Gerade für Herzpatienten sind Präparate auf pflanzlicher Basis zu empfehlen, die helfen. Bei den Produkten handelt es sich beispielsweise um Performer 8, Viasil oder Male Extra. Diverse Kommentare im Netz beziehen sich auf diese Nahrungsergänzungsmittel, und Nutzer schreiben, wie diese Erzeugnisse ihnen geholfen haben.

Performer 8

Performer 8 besteht aus natürlichen qualitativ hochwertigen Inhaltsstoffen, die nicht gentechnisch verändert wurden. Das Erzeugnis ist rezeptfrei zu erwerben und verfügt über keine negative Wirkung. Performer 8 ist das Präparat, um Erektionsstörungen in den Griff zu bekommen und kann zudem von Personen ab 18 Jahren eingenommen werden.

In diversen Schreiben die im Internet einzusehen sind, drücken sich Anwender, als vollkommen zufrieden mit Performer aus. Einiges spricht sogar dafür, dass Performer 8 das Produkt der Zukunft wird.

Viasil

Viasil ist ebenfalls ein pflanzliches Produkt und kann frei erworben werden. Es handelt sich um ein zu einhundert Prozent natürliches Potenzmittel, dessen Wirkung vielfach bewährt ist.

Gerade bei erektiler Dysfunktion hat Viasil bereits tausenden Männern geholfen und das ganz ohne chemische Zusätze. Viasil ist laut Forscher in der Lage, die Produktion von Stickstoffmonoxid im Blut anzukurbeln, woraus sich eine stärkere Erektion ergibt und Männer ihr gewohntes Sex- Leben zurück bekommen.

Male Extra

Male Extra ist der Erektions-Booster schlechthin und hilft allen Männern, die Schwierigkeiten haben, eine Erektion zu bekommen.
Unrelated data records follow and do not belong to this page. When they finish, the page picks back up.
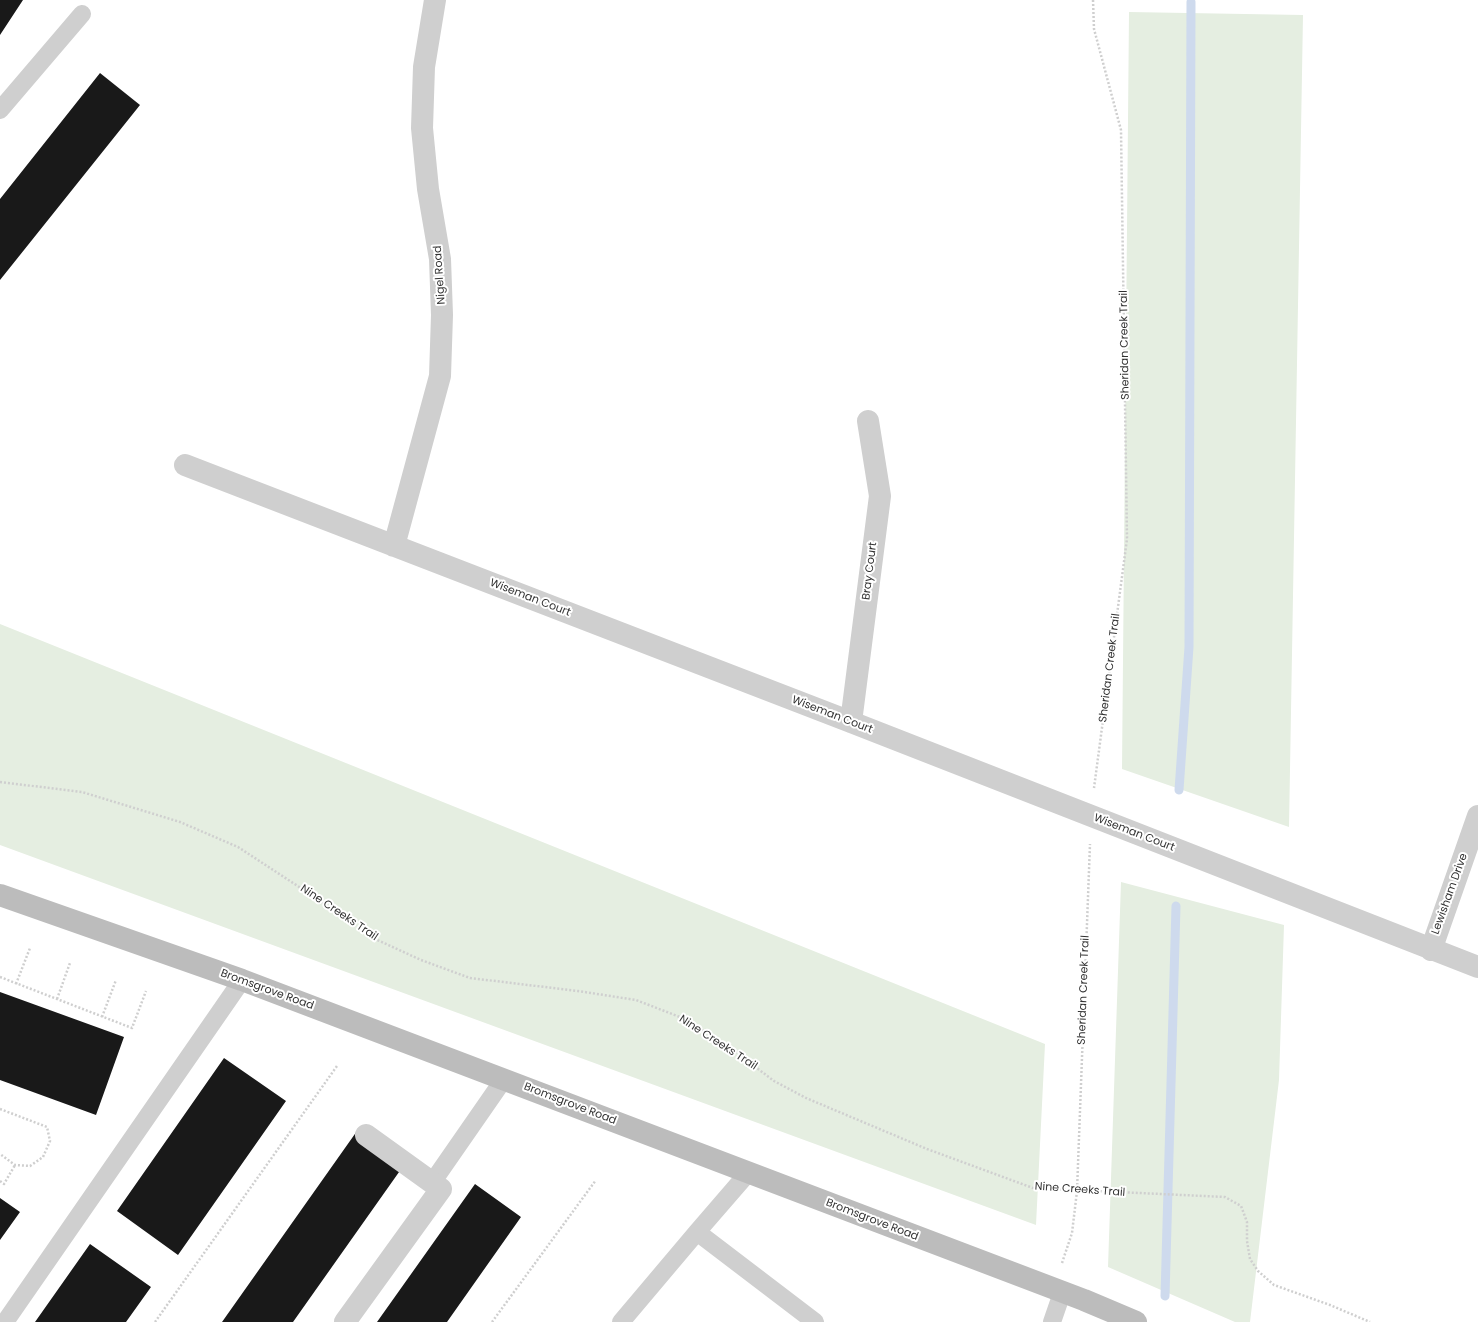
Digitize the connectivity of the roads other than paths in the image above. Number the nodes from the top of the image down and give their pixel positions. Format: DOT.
graph roads {
  1 [pos="435,0"];
  2 [pos="82,14"];
  3 [pos="2,102"];
  4 [pos="868,421"];
  5 [pos="185,465"];
  6 [pos="394,546"];
  7 [pos="851,722"];
  8 [pos="1478,816"];
  9 [pos="0,895"];
  10 [pos="1431,950"];
  11 [pos="1478,967"];
  12 [pos="242,980"];
  13 [pos="504,1079"];
  14 [pos="366,1135"];
  15 [pos="748,1173"];
  16 [pos="436,1177"];
  17 [pos="697,1232"];
  18 [pos="1062,1293"];
  19 [pos="1127,1318"];
  20 [pos="5,1322"];
  21 [pos="345,1322"];
  22 [pos="621,1322"];
  23 [pos="815,1322"];
  24 [pos="1052,1322"];
  1 -- 6 [label="street, Nigel Road"];
  2 -- 3 [label="lane"];
  4 -- 7 [label="street, Bray Court"];
  5 -- 6 [label="street, Wiseman Court"];
  6 -- 7 [label="street, Wiseman Court"];
  7 -- 10 [label="street, Wiseman Court"];
  8 -- 10 [label="street, Lewisham Drive"];
  9 -- 12 [label="street, Bromsgrove Road"];
  10 -- 11 [label="street, Wiseman Court"];
  12 -- 13 [label="street, Bromsgrove Road"];
  12 -- 20 [label="lane"];
  13 -- 15 [label="street, Bromsgrove Road"];
  13 -- 16 [label="lane"];
  14 -- 21 [label="street, bridge"];
  15 -- 17 [label="lane"];
  15 -- 18 [label="street, Bromsgrove Road"];
  17 -- 22 [label="lane"];
  17 -- 23 [label="lane"];
  18 -- 19 [label="street, Bromsgrove Road"];
  18 -- 24 [label="lane"];
}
Das ebenfalls rein pflanzliche Produkt sollte allerdings nur auf der offiziellen Website des Herstellers erworben werden, da es sich ansonsten, um eine Kopie handeln könnte.

Fazit

Patienten mit einer Herzerkrankung müssen nicht zwangsläufig auf ein Potenzmittel verzichten, wenn sie unter erektiler Dysfunktion oder einer anderen Potenzstörung leiden. Rezeptpflichtige Präparate müssen jedoch immer von einem Arzt, nach einer genauen Untersuchung verschrieben werden.

Diejenigen, die auf Chemie verzichten möchten, sollten zuerst ein natürliches, pflanzliches Produkt ausprobieren. Unsere Alternativen sind, in der Regel, nicht nur kostengünstiger, auch Sorgen um die Gesundheit stellen sich damit nicht ein.